Payers – Payers of healthcare services only reimburse tests that have demonstrated clinical utility. If there is insufficient quality assurance around the accurate interpretation of a test, it will not have utility, plain and simple. If you are a payer, it is time to make reimbursement contingent on laboratory data sharing and strictly enforce the policy. This has already been initiated by at least one payer (https://www.genomeweb.com/informatics/genomic-variant-data-sharing-gains-support-collaboration-seen-key-interpretation).
Healthcare providers – It is the duty of providers to act in the patient’s best interest and that means ordering a test from a lab that shares data and helps our community improve knowledge for the benefit of patient care. If you are a hospital or clinician, order your tests from laboratories who share data. Currently, providers can check submitter status on the ClinVar website: https://www.ncbi.nlm.nih.gov/clinvar/docs/submitter_list/ Soon, ClinGen will launch a webpage to assist in checking this status that will take into account the percentage of reported variants being deposited and other factors.

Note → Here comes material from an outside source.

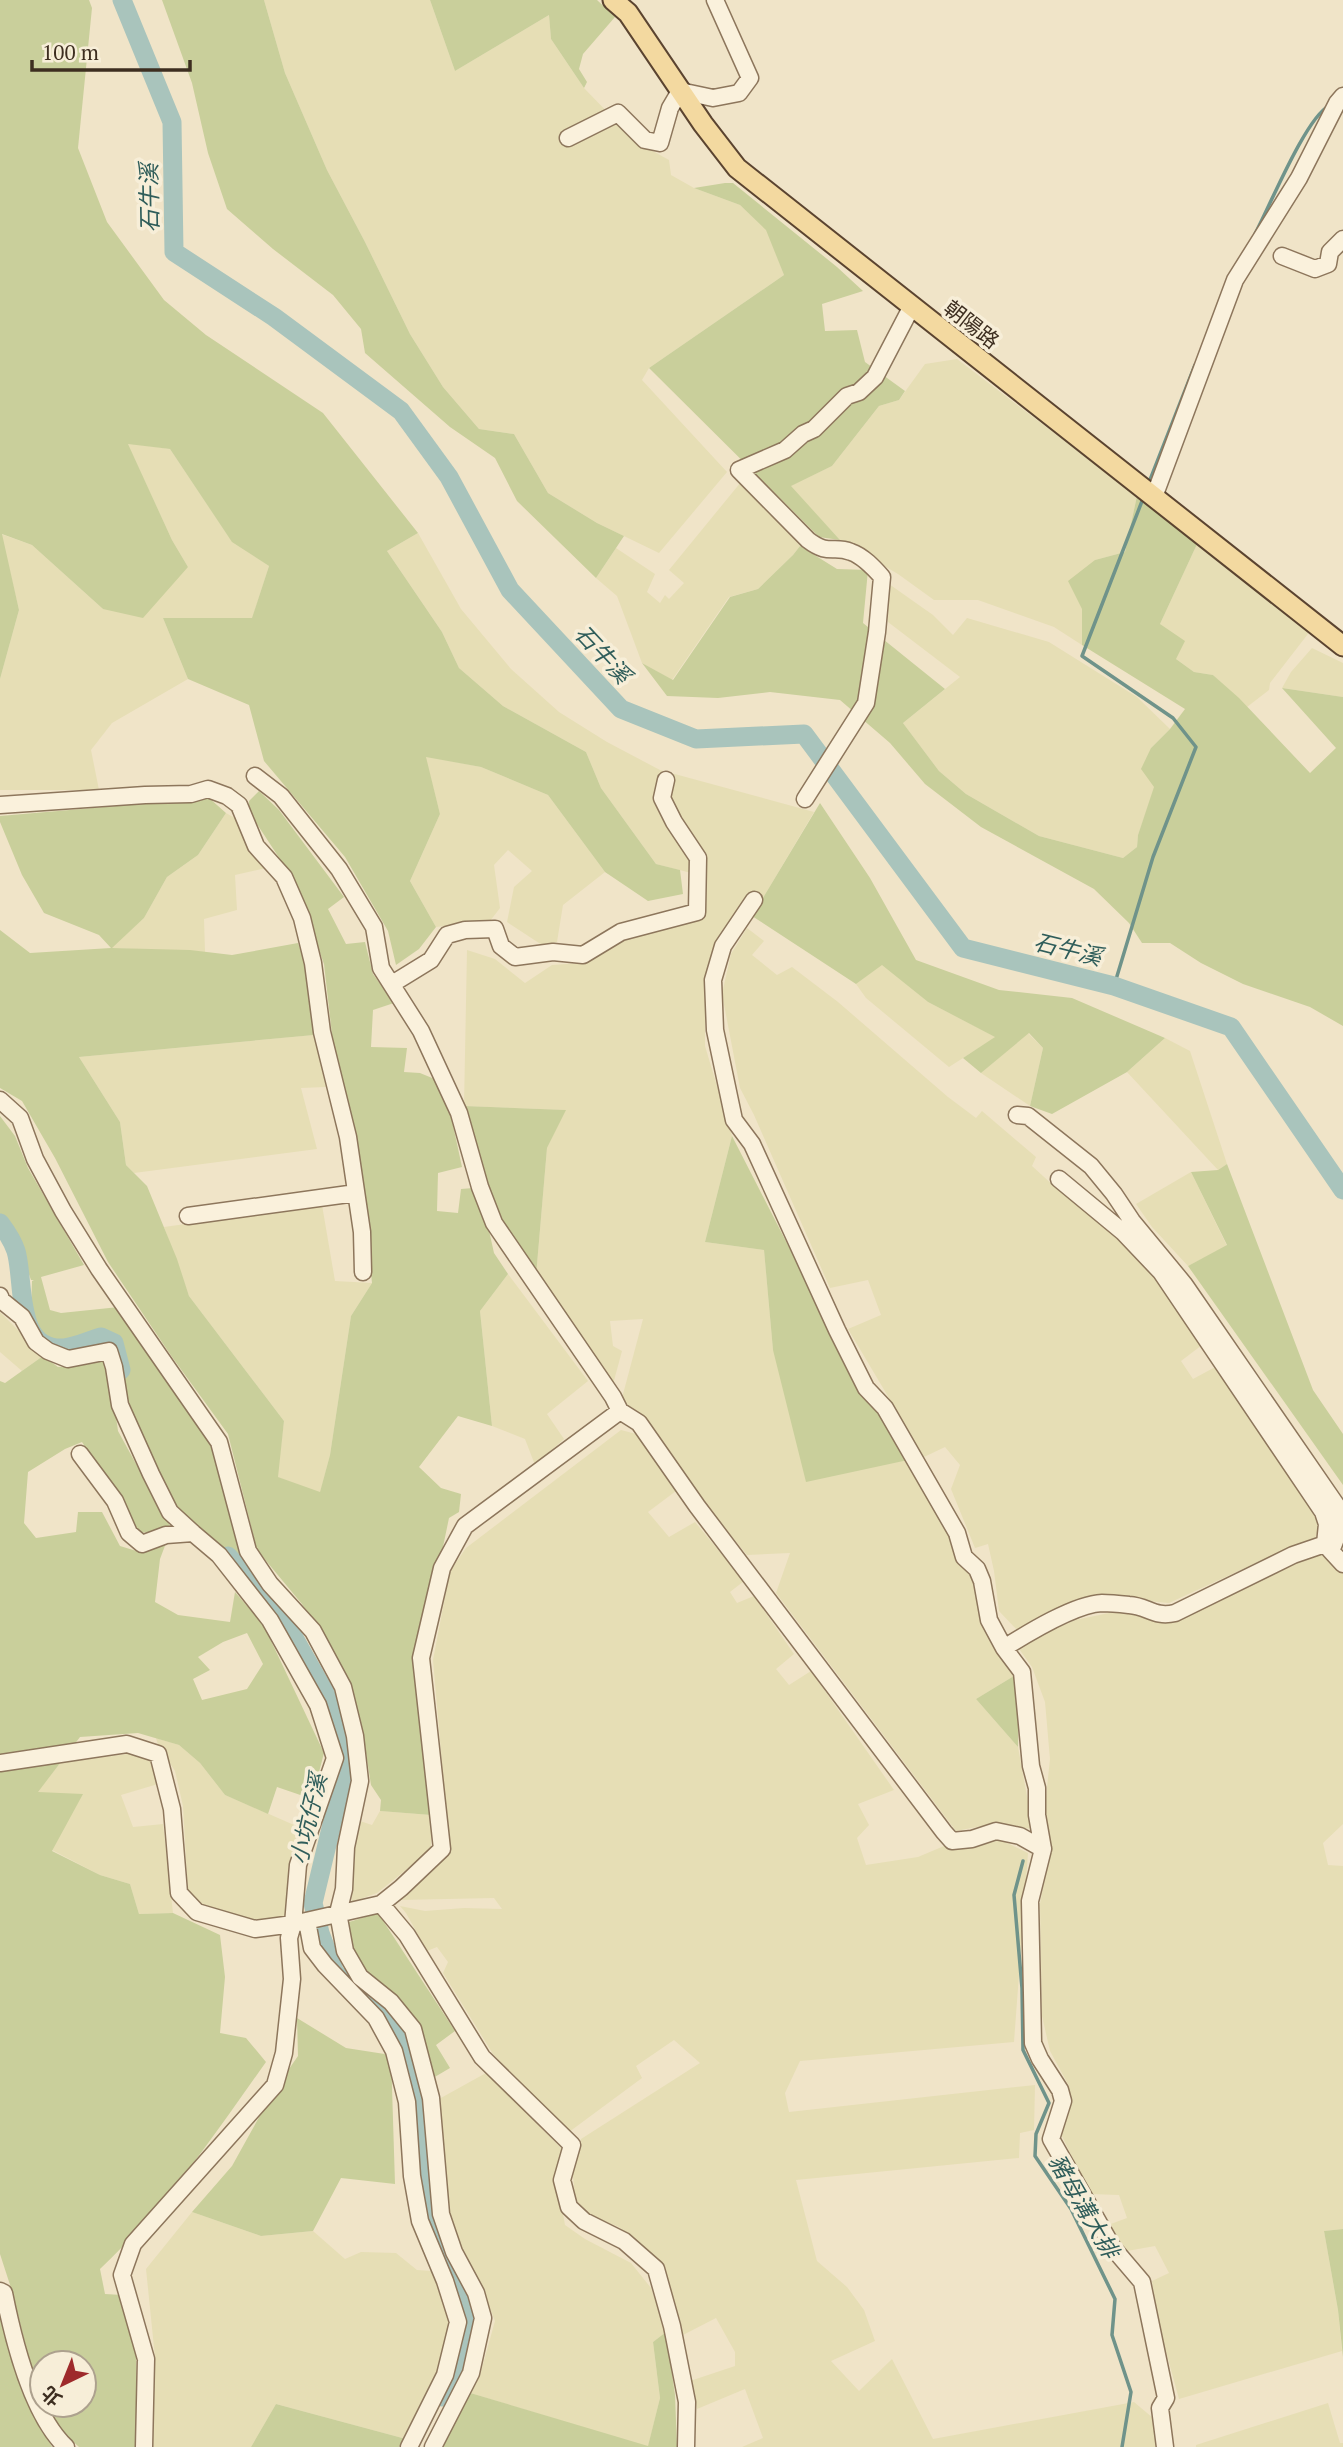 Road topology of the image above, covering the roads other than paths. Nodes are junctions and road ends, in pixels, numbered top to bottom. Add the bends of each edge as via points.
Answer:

Journals – curating variant evidence from the literature is a time-consuming task and is highly error prone when researchers publish data that is not subject to the data quality checks performed by database curators such as that done for ClinVar. If you are an editor of a journal or you review manuscripts for journals, please make sure submission of interpreted variants to ClinVar is a requirement of publication. Supplemental inclusion of metadata using standardized formats (genomic coordinates and HGVS nomenclature) should also be required.
Clinical laboratories and researchers – Enough said, it’s time to submit your data!
The end goal
As we continue to explore the best approaches to data sharing and representation of variant evidence, it is important to keep the end goal of variant interpretation in mind, which is to advance medicine and improve patient care. We must recognize that, similar to the rest of the practice of medicine, we will never be completely concordant in our interpretations of variants, which will inevitably continue to rely in part on professional opinion and evolving evidence. Nevertheless, we must ensure that the professional opinion of geneticists is based on a fully shared body of evidence with open and ongoing community review and that we support this endeavor in a cost-effective manner. A colleague once told me that the airline industry does not compete on safety because safety in flight is a fundamental right, highly regulated by federal law. Instead the airlines focus on the added services they can provide to differentiate their businesses. It is time we considered the sharing of variant interpretations a fundamental right of patients to receive accurate clinical care. Laboratories have plenty of other means to differentiate their services.
Acknowledgements
This publication was supported by the National Human Genome Research Institute (NHGRI) in conjunction with funding from the Eunice Kennedy Shriver National Institute of Child Health and Human Development (NICHD) under award U41HG006834. The content is solely the responsibility of the author and does not necessarily represent the official views of the National Institutes of Health. I would like to thank all ClinVar submitters for sharing their data and the staff at NCBI for tirelessly processing our submissions to ClinVar.
Footnotes
Disclosure
The author is employed by institutions that offer fee-based clinical sequencing and receives NIH support for projects discussed in this manuscript.